TASK STATEMENT - What is the number of lines below that hold "connectivity"? Answer with that number only.

SUPPLIED MATERIAL -
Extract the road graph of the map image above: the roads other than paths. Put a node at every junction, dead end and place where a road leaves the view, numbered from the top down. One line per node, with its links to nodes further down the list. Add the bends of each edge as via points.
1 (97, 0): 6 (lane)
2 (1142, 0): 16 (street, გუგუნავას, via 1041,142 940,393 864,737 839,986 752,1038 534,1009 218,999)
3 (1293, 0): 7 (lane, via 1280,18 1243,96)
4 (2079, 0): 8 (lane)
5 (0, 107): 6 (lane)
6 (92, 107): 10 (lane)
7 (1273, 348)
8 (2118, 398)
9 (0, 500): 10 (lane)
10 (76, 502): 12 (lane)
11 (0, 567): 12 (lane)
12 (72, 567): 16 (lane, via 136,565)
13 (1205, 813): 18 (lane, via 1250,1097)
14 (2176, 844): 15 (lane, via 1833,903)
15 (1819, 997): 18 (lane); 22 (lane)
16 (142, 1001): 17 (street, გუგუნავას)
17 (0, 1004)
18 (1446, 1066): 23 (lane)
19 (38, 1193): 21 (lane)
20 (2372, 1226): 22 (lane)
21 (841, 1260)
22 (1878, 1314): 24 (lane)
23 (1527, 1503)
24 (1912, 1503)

==

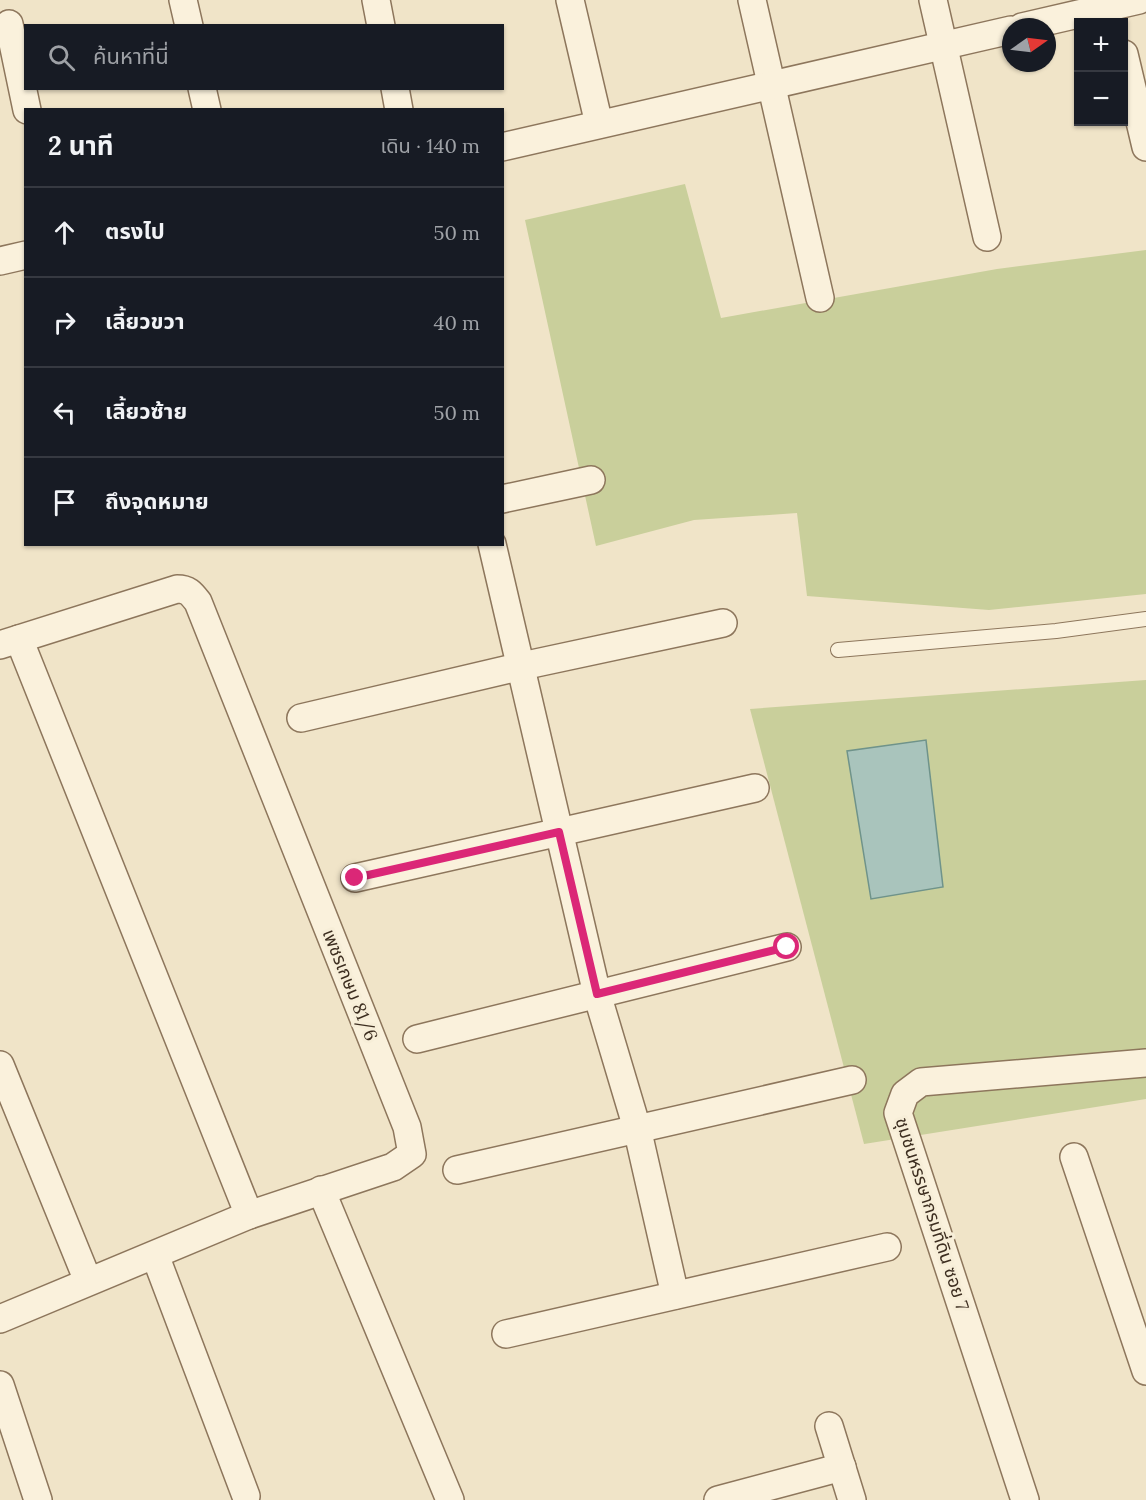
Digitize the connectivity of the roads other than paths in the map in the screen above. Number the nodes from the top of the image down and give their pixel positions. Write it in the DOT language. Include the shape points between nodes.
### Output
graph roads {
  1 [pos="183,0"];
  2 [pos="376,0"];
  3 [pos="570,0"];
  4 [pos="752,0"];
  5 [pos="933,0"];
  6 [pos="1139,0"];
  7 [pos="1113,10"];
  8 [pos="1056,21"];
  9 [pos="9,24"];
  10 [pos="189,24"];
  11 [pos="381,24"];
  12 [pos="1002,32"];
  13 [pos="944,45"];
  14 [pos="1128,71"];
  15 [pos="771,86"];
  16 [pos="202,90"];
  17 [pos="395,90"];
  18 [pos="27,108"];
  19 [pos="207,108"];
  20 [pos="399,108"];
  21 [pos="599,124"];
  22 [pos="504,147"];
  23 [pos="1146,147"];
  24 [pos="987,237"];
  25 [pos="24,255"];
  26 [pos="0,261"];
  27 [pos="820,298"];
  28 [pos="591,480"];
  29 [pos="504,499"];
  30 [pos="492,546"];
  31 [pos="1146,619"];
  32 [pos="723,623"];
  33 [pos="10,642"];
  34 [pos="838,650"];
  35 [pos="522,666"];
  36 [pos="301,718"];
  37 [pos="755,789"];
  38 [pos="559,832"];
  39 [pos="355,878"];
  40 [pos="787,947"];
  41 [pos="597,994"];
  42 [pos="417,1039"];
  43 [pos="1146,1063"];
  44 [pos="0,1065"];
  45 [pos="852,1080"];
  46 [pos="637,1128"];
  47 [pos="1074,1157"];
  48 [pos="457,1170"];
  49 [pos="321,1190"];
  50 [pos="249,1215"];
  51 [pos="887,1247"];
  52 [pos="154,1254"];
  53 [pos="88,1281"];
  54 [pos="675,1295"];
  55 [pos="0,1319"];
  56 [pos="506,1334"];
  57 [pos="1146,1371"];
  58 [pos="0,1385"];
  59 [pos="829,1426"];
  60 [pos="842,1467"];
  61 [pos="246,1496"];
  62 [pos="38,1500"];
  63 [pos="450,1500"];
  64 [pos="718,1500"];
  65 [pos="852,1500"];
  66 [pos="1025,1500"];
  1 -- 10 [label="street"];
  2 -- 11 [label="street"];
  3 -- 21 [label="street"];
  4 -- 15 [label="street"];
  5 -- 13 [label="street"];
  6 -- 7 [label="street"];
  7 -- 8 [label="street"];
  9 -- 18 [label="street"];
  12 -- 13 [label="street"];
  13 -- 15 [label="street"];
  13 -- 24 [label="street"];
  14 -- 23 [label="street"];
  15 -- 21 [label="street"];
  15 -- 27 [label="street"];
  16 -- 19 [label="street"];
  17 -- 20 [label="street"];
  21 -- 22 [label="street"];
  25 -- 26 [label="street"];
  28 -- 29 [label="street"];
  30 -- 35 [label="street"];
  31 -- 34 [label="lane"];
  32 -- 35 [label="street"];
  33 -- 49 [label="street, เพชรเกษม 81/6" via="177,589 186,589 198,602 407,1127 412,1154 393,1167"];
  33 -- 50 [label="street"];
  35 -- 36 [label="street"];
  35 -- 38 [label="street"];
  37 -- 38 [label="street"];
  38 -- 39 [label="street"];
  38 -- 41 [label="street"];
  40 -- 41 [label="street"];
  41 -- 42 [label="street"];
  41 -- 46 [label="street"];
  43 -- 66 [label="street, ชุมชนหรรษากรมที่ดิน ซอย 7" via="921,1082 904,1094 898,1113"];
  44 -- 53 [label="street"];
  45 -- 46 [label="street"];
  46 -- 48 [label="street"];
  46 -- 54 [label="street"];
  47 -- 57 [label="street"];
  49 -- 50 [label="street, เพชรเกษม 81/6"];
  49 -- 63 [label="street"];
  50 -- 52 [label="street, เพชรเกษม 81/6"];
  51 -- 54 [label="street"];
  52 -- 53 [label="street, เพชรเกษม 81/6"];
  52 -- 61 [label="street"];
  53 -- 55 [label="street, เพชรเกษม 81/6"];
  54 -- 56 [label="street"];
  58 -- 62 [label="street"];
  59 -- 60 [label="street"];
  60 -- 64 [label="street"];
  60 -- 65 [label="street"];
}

==

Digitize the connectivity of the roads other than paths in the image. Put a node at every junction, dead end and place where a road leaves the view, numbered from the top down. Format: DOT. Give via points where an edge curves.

ANSWER FOR THE TASK - 2